DATA RECORDS >>
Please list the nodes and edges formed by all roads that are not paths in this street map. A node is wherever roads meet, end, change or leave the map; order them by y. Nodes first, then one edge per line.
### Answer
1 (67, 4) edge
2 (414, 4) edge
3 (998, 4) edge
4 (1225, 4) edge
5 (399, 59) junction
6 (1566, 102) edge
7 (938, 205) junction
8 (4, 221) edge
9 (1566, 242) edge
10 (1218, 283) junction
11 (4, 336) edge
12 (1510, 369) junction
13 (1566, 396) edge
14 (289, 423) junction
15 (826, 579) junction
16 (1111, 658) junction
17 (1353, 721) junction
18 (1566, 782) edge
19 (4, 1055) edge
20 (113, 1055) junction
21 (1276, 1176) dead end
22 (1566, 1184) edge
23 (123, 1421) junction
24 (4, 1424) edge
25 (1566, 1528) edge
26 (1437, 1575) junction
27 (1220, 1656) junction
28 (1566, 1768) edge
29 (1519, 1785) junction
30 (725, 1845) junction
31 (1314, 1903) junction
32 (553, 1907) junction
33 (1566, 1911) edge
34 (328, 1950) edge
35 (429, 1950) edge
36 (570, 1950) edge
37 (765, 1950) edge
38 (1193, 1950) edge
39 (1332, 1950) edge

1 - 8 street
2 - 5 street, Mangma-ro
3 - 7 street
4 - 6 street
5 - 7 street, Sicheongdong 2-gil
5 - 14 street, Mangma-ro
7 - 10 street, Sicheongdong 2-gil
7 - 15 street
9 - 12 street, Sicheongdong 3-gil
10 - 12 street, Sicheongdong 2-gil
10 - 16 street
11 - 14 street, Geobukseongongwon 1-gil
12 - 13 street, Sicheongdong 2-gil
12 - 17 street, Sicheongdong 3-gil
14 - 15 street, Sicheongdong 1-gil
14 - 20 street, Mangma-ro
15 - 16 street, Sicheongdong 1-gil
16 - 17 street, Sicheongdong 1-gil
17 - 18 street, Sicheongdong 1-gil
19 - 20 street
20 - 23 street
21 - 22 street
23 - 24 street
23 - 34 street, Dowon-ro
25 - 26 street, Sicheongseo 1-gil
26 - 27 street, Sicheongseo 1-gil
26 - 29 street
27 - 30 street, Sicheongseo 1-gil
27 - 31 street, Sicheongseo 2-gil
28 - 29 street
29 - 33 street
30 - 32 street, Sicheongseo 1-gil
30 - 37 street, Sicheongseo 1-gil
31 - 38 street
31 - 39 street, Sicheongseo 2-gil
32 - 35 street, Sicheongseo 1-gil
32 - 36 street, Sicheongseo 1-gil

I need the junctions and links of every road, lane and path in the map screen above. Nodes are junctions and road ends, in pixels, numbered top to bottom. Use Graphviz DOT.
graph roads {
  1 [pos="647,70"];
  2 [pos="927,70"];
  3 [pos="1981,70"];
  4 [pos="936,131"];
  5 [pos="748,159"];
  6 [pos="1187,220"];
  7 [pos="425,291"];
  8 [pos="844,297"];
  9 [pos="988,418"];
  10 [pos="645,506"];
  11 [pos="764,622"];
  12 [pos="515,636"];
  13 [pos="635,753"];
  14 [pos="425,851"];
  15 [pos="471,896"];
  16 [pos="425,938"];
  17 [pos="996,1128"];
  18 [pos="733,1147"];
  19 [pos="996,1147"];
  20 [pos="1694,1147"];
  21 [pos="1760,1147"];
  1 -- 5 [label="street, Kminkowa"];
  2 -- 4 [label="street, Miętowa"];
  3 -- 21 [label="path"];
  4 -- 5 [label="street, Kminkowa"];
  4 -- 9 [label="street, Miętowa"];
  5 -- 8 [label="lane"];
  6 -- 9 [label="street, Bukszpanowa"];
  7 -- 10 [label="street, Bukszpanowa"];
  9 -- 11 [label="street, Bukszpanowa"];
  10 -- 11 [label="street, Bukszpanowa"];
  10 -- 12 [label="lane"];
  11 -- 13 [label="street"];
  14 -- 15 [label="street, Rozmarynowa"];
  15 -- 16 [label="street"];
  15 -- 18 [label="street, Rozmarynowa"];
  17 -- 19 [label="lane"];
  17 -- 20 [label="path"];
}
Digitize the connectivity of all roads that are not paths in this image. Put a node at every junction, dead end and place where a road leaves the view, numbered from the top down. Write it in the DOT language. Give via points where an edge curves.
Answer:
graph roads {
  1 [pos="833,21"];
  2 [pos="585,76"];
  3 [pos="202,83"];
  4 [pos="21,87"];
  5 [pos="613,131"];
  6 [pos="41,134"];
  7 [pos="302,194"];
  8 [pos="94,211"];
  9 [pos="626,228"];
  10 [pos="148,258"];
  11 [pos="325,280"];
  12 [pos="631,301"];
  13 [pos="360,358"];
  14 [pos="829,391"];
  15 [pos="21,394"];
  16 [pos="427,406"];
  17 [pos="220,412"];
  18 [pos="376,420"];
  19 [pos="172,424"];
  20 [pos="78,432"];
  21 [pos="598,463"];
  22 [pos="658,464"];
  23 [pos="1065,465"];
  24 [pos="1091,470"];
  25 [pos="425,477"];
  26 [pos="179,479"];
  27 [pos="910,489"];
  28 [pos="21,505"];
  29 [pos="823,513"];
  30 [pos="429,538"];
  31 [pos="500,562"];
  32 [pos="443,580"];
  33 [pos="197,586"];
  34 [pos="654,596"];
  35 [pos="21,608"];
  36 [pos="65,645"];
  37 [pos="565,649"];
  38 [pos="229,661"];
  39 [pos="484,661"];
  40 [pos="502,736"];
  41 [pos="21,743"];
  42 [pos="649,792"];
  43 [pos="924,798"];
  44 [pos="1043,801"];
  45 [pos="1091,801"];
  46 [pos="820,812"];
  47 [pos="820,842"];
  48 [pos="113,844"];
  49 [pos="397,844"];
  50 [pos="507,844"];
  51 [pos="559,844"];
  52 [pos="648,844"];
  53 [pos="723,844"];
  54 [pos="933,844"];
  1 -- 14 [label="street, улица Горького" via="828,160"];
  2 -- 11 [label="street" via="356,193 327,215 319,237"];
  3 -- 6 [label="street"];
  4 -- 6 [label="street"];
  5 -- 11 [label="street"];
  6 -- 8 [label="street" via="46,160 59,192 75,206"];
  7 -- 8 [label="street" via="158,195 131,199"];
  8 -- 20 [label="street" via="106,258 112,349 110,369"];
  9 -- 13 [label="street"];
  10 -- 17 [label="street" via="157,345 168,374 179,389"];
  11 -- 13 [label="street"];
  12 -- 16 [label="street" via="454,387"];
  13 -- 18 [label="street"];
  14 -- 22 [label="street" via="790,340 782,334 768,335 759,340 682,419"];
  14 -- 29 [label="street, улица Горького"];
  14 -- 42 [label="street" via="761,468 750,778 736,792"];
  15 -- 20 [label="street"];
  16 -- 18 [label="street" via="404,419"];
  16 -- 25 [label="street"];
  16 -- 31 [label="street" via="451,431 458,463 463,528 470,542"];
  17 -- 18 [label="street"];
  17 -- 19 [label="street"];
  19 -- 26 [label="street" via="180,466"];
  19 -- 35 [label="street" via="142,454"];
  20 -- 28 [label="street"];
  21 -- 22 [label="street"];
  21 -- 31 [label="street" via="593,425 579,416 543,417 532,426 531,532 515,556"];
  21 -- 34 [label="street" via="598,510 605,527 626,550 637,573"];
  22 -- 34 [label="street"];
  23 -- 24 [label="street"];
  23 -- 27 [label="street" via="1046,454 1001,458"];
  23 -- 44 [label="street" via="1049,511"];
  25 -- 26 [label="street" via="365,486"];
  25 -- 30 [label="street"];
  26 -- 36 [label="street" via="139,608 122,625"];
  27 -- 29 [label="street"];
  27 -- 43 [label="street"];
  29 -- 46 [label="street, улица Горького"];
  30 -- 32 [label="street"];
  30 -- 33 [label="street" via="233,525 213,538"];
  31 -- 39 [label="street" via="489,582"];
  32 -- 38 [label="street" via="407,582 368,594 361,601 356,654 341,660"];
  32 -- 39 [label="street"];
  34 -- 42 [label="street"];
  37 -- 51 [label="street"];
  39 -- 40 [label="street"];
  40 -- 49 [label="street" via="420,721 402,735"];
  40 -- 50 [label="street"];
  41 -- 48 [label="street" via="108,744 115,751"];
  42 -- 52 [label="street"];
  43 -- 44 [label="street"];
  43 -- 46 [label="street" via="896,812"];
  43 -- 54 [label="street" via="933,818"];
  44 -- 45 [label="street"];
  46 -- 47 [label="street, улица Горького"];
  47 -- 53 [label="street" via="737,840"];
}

TASK DIRECTIONS >> From the records above, show each line that contains the word "paths".

WRITTEN ANSWER >>
Please list the nodes and edges formed by all roads that are not paths in this street map. A node is wherever roads meet, end, change or leave the map; order them by y. Nodes first, then one edge per line.
Digitize the connectivity of all roads that are not paths in this image. Put a node at every junction, dead end and place where a road leaves the view, numbered from the top down. Write it in the DOT language. Give via points where an edge curves.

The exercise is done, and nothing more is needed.